During Friday afternoon break, when I get a minute alone with Emma, I see an unexpected opportunity. Clapping my hand over my eyes, I feign sudden revelation.

‘Oh bother,’ I say.

‘What?’ she says.

‘I haven’t brought any clothes for tomorrow.’

She laughs. ‘You’re so absent-minded, Alice. It’s all right. You can wear something of mine. I borrow clothes off my sister all the time.’

My heart sings.

The skirt shop is in a bit of town I haven’t been to very much before, near Mill Road. The ground floor is full of army surplus stuff that older teenagers wear: combat trousers, army boots, green shirts. It is dark inside the shop, and the man behind the till smiles lasciviously at us as we walk inside.

‘Hello, girls,’ he says, through rotting teeth.

Emma and I exchange a look and then run upstairs, giggling. There’s no one up here except for us. It smells slightly of rain, and school lockers.

‘You could nick stuff here, and they’d never know,’ Emma says in a whisper. We have been a little bit fascinated with shoplifting since Roxy told us all about it.

‘I know,’ I say.

‘Have you ever …?’ she says.

‘No. Have you?’

‘No.’

There are racks and racks of school-uniform style clothes up here and other things I have seen people at school wearing: parka jackets, leather jackets, cheap fashionable shoes. I wonder if the clothes I am wearing now – a black skirt and a shell-pink jumper – come from here. I am so glad I am not wearing my own clothes.

‘Can I help you?’ says a girl’s voice.

We turn around. The girl looks young, possibly a student. Her hair is dyed bright blue and she is wearing a female version of the clothes from downstairs: big DMs, tiny combat trousers and a baggy T-shirt with the words Amnesty International on the front. I want to be her! I am too scared to speak, so Emma asks for the skirt and tights, saying they are for me.

‘You’ll want a size bigger so she can roll it up, presumably,’ the girl says, winking.

‘Yeah,’ says Emma.

I know this is how they make their skirts shorter as I have watched them getting changed after PE. This girl knows that too –
and she has even made a joke about it. I feel sick inside. I know that the rest of my group would call this girl a weirdo but I would give anything right now to be her age (about eighteen) and working in a shop like this, with blue hair and crazy clothes.

‘Did you think she was pretty?’ Emma says when we leave the shop.

‘Did you?’ I say. I have the impression that Emma thought, like me, that the girl was pretty but I want her to say it first. She hesitates.

‘No. Do you think I’m a lezza? Come on.’

We walk into the centre of town to the market square, looking for Lucy and Michelle. Sarah and Tanya are at the stables, apparently, so it’s just going to be us four. We are early, so Emma suggests that we look in Boots. Her lip gloss has almost run out, and she wants to get a new one. I wonder if I have enough money left to get some myself. I know that the rest of the gang always get cheeseburgers from the new McDonald’s on a Saturday, regardless of diets and everything else. If I want to do this too, I definitely can’t afford lip-gloss. It’s a conundrum.

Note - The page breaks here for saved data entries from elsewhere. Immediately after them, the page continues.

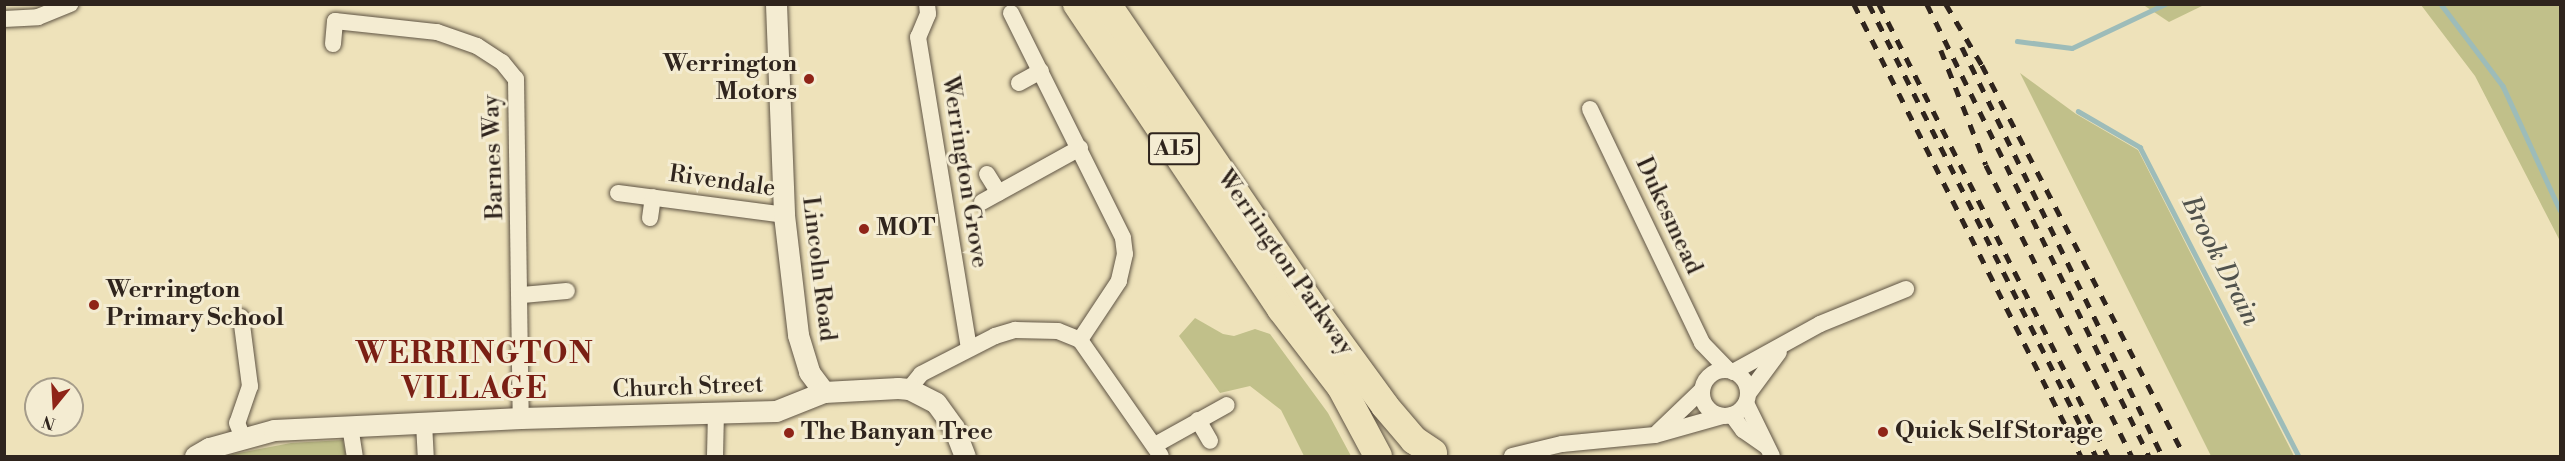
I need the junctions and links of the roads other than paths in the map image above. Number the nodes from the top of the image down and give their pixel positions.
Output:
1 (71, 4) edge
2 (776, 4) edge
3 (927, 4) edge
4 (1077, 4) edge
5 (1107, 4) edge
6 (1011, 13) dead end
7 (4, 19) edge
8 (333, 44) dead end
9 (1041, 71) junction
10 (1019, 83) dead end
11 (1590, 110) dead end
12 (1080, 148) junction
13 (987, 174) dead end
14 (618, 193) dead end
15 (999, 193) junction
16 (653, 197) junction
17 (982, 202) dead end
18 (784, 215) junction
19 (650, 218) dead end
20 (1906, 289) dead end
21 (567, 291) dead end
22 (522, 295) junction
23 (241, 316) dead end
24 (1080, 340) junction
25 (1702, 343) junction
26 (969, 348) junction
27 (1781, 349) junction
28 (1731, 371) junction
29 (1703, 386) junction
30 (909, 388) junction
31 (824, 392) junction
32 (1747, 399) junction
33 (1227, 405) dead end
34 (716, 413) junction
35 (1727, 416) junction
36 (521, 418) junction
37 (1198, 420) junction
38 (424, 423) junction
39 (350, 426) junction
40 (1655, 435) junction
41 (243, 438) junction
42 (1209, 441) dead end
43 (1158, 450) edge
44 (1769, 451) edge
45 (1526, 454) edge
46 (1437, 455) edge
47 (195, 456) edge
48 (355, 456) edge
49 (426, 456) edge
50 (715, 456) edge
51 (965, 456) edge
52 (1378, 456) edge
53 (1512, 456) edge

1 - 7 street
2 - 18 street, Lincoln Road
3 - 26 street, Werrington Grove
4 - 52 highway, Werrington Parkway / A15
5 - 46 highway, Werrington Parkway / A15
6 - 9 street
8 - 22 street, Barnes Way
9 - 10 street
9 - 12 street
11 - 25 street, Dukesmead
12 - 15 street
12 - 24 street
13 - 15 street
14 - 16 street, Rivendale
15 - 17 street
16 - 18 street, Rivendale
16 - 19 street, Rivendale
18 - 31 street, Lincoln Road
20 - 27 street
21 - 22 street
22 - 36 street, Barnes Way
23 - 41 street
24 - 26 street
24 - 43 street
25 - 28 street, Dukesmead
25 - 29 street, Dukesmead
26 - 30 street
27 - 28 street
27 - 32 street
28 - 29 street
28 - 32 street
29 - 35 street
29 - 40 street
30 - 31 street
30 - 51 street
31 - 34 street, Church Street
32 - 35 street
32 - 44 street
33 - 37 street
34 - 36 street, Church Street
34 - 50 street
35 - 40 street
35 - 44 street
36 - 38 street, Church Street
37 - 42 street
37 - 43 street
38 - 39 street, Church Street
38 - 49 street
39 - 41 street, Church Street
39 - 48 street
40 - 45 street
41 - 47 street, Church Street
45 - 53 street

So we are in Boots, looking at flavoured lip-gloss, and there are no members of staff around at all.

‘Are you thinking what I am thinking?’ Emma says.

‘What …?’

‘You know.’

I do know. So many of our conversations seem to operate according to the surreal, hardly there principles of not-saying-something-first, guesswork and basic telepathy. I know what she’s talking about, and she knows that I know. But neither of us has mentioned it first. No one is a gyppo. No one is to blame.

‘Yeah,’ I say. ‘But …’ I gulp. ‘What if …?’

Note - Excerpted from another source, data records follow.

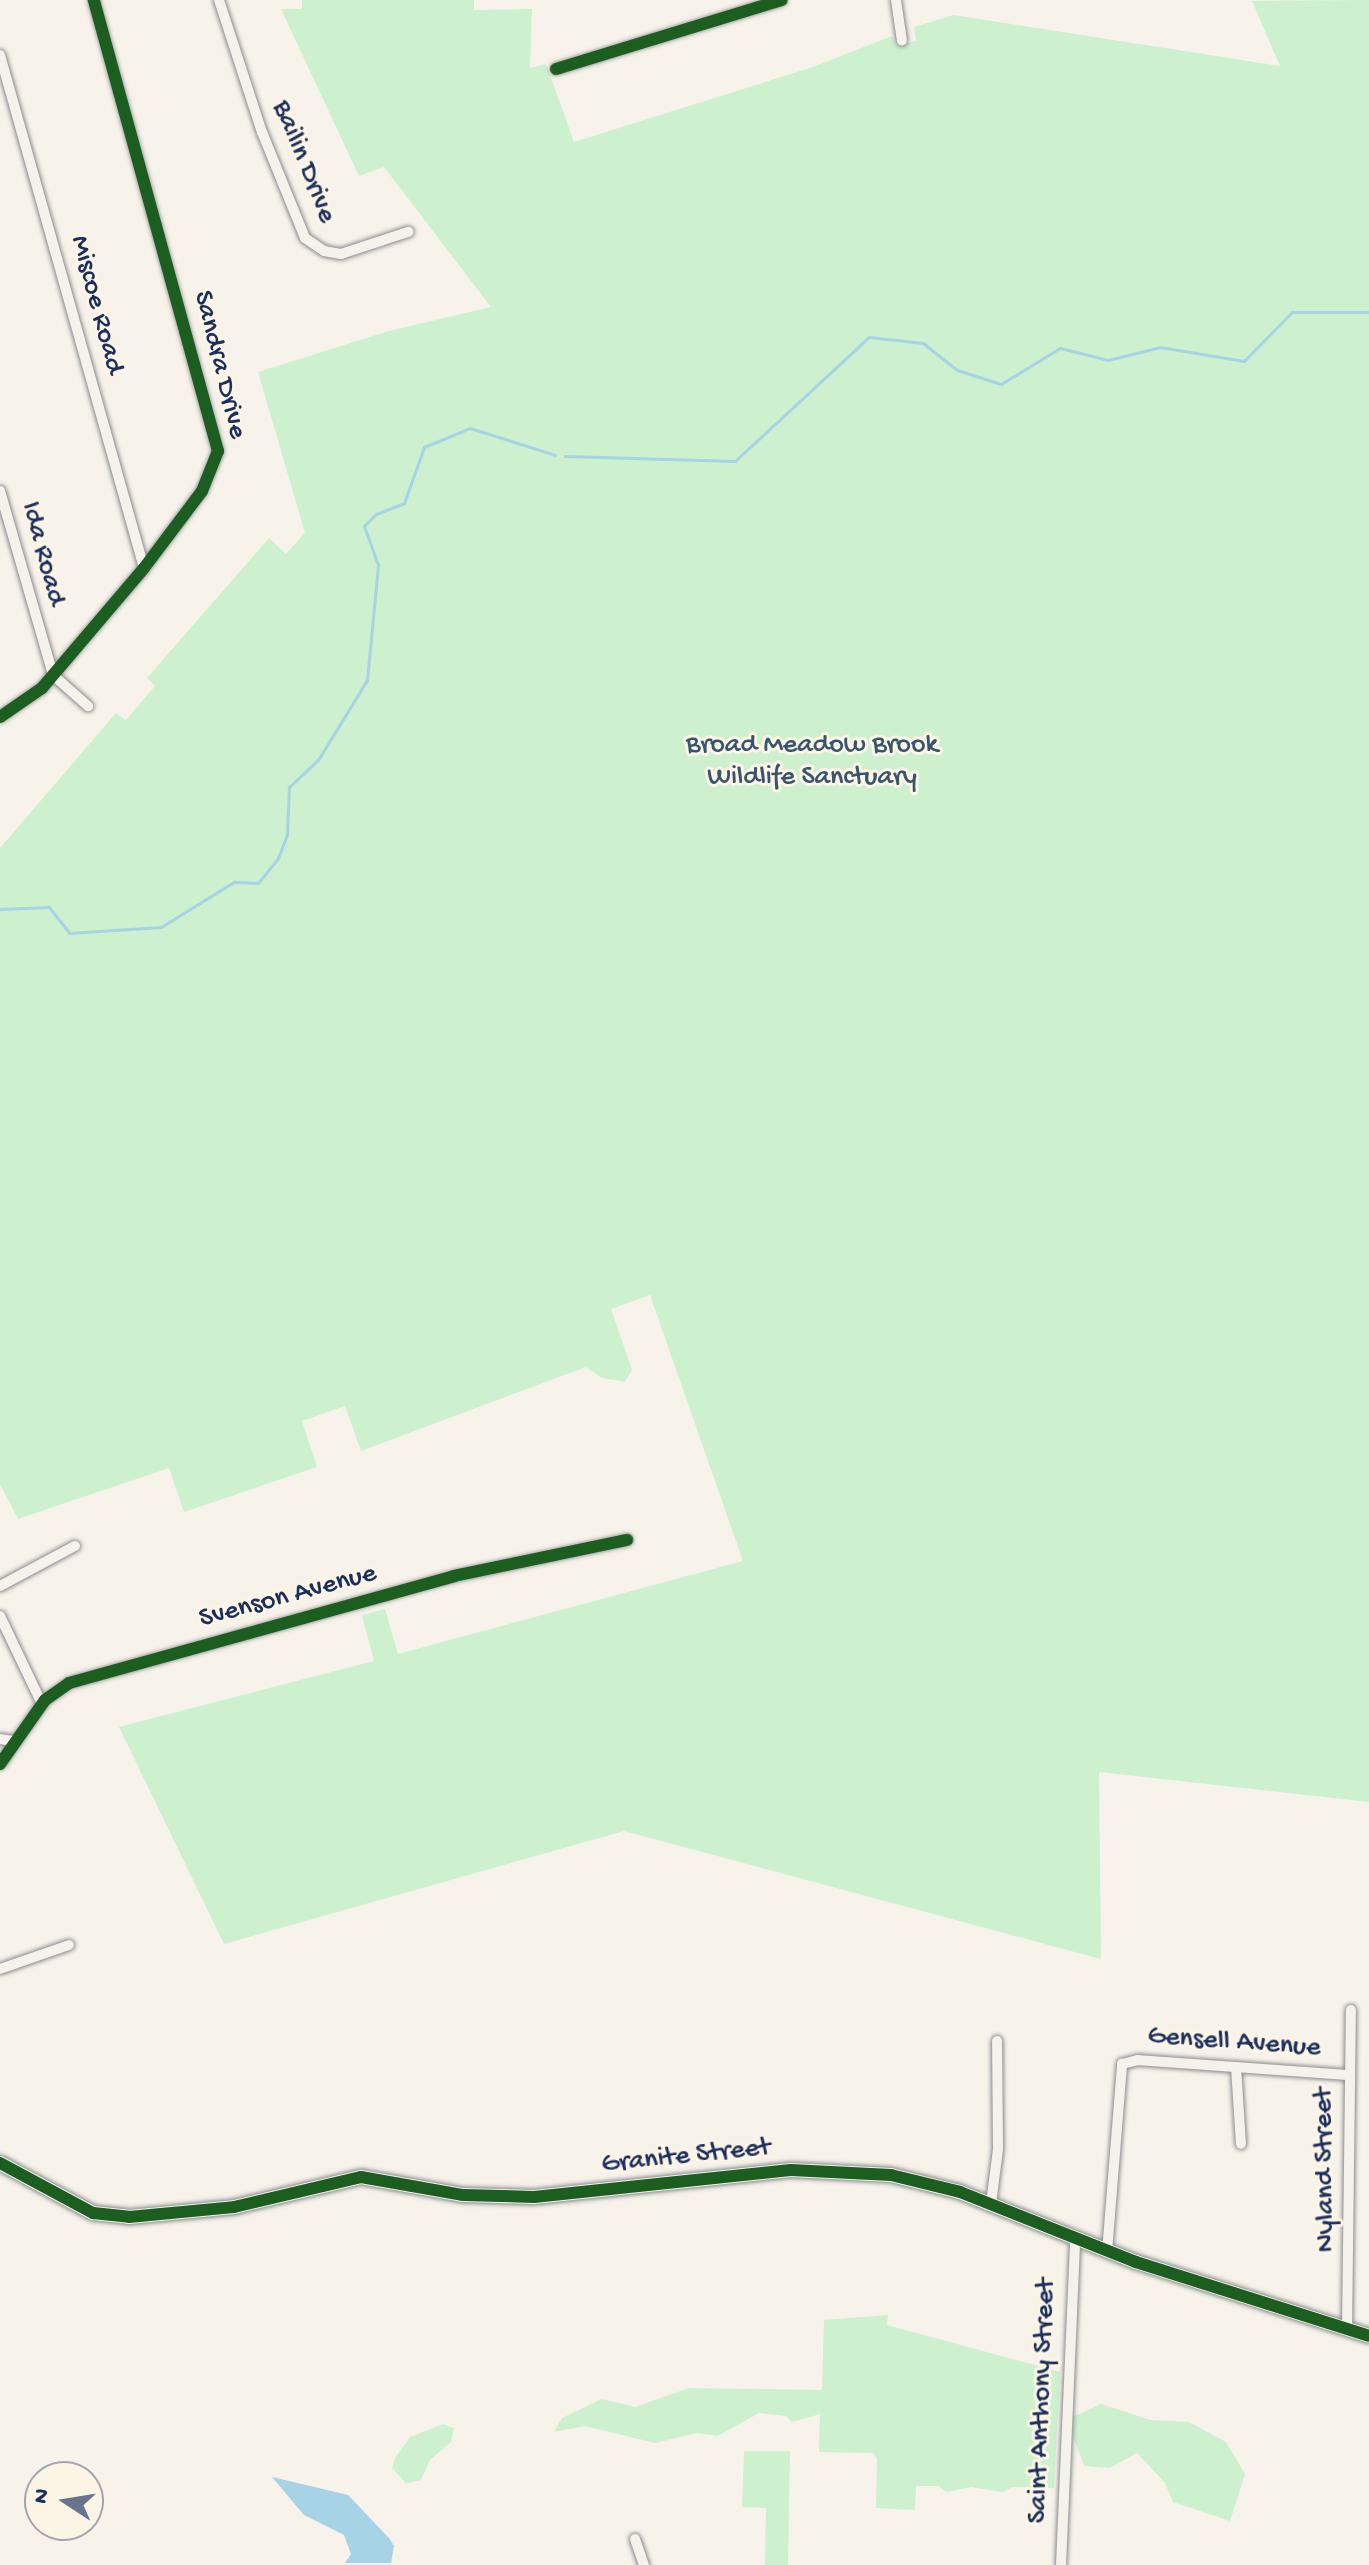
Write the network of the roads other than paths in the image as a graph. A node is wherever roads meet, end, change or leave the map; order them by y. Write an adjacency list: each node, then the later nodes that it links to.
1 (94, 0): 11 (street, Sandra Drive)
2 (219, 0): 9 (street, Bailin Drive)
3 (782, 0): 5 (street)
4 (896, 0): 6 (street)
5 (754, 4): 8 (street)
6 (902, 41)
7 (0, 57): 11 (street, Miscoe Road)
8 (556, 69)
9 (408, 232)
10 (0, 491): 12 (street, Ida Road)
11 (144, 568): 12 (street, Sandra Drive)
12 (53, 675): 13 (street); 14 (street, Sandra Drive)
13 (88, 706)
14 (0, 717)
15 (627, 1540): 19 (street, Svenson Avenue)
16 (75, 1546): 17 (street)
17 (0, 1586)
18 (0, 1616): 19 (street)
19 (42, 1704): 21 (street, Svenson Avenue)
20 (0, 1739): 21 (street)
21 (13, 1741): 22 (street, Svenson Avenue)
22 (0, 1764)
23 (69, 1945): 24 (street)
24 (0, 1969)
25 (1351, 2010): 28 (street, Nyland Street)
26 (997, 2041): 31 (street)
27 (1236, 2067): 28 (street, Gensell Avenue); 29 (street); 33 (street, Gensell Avenue)
28 (1349, 2075): 34 (street, Nyland Street)
29 (1241, 2144)
30 (0, 2163): 31 (street, Granite Street)
31 (991, 2204): 32 (street, Granite Street)
32 (1075, 2239): 33 (street, Granite Street); 38 (street, Saint Anthony Street)
33 (1107, 2252): 34 (street, Granite Street)
34 (1347, 2330): 35 (street, Granite Street)
35 (1369, 2336)
36 (635, 2539): 37 (street)
37 (644, 2565)
38 (1061, 2565)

‘No one’s looking, though.’

‘No.’

‘Go on, then.’

‘You first.’

We giggle. ‘We’ll do it together,’ Emma says.

Objectively, I seem to be better at this than she is, and I notice her watching and copying me. I pick up two lip-glosses in my hand, one with my forefinger and thumb; one concealed in my palm. I say something loud to Emma about already having this one and then I put
one of them back, using slightly too theatrical movements. I still have the other lip-gloss concealed in my hand. I quickly put this hand in my pocket. We leave the shop.

Outside, there is a stall giving out leaflets to do with animal experimentation, which I have heard people talking about at school, but never really understood before. I look at the people on the stall, briefly, and their posters of rabbits with electrodes in their brains, and dogs tortured and shut in cages. My stomach turns over. This can’t really happen, can it? I want to cry. But I can’t really think about this because I am a thief now and Emma and I have to get away from Boots. We are running, suddenly, and we don’t stop until we get to the park.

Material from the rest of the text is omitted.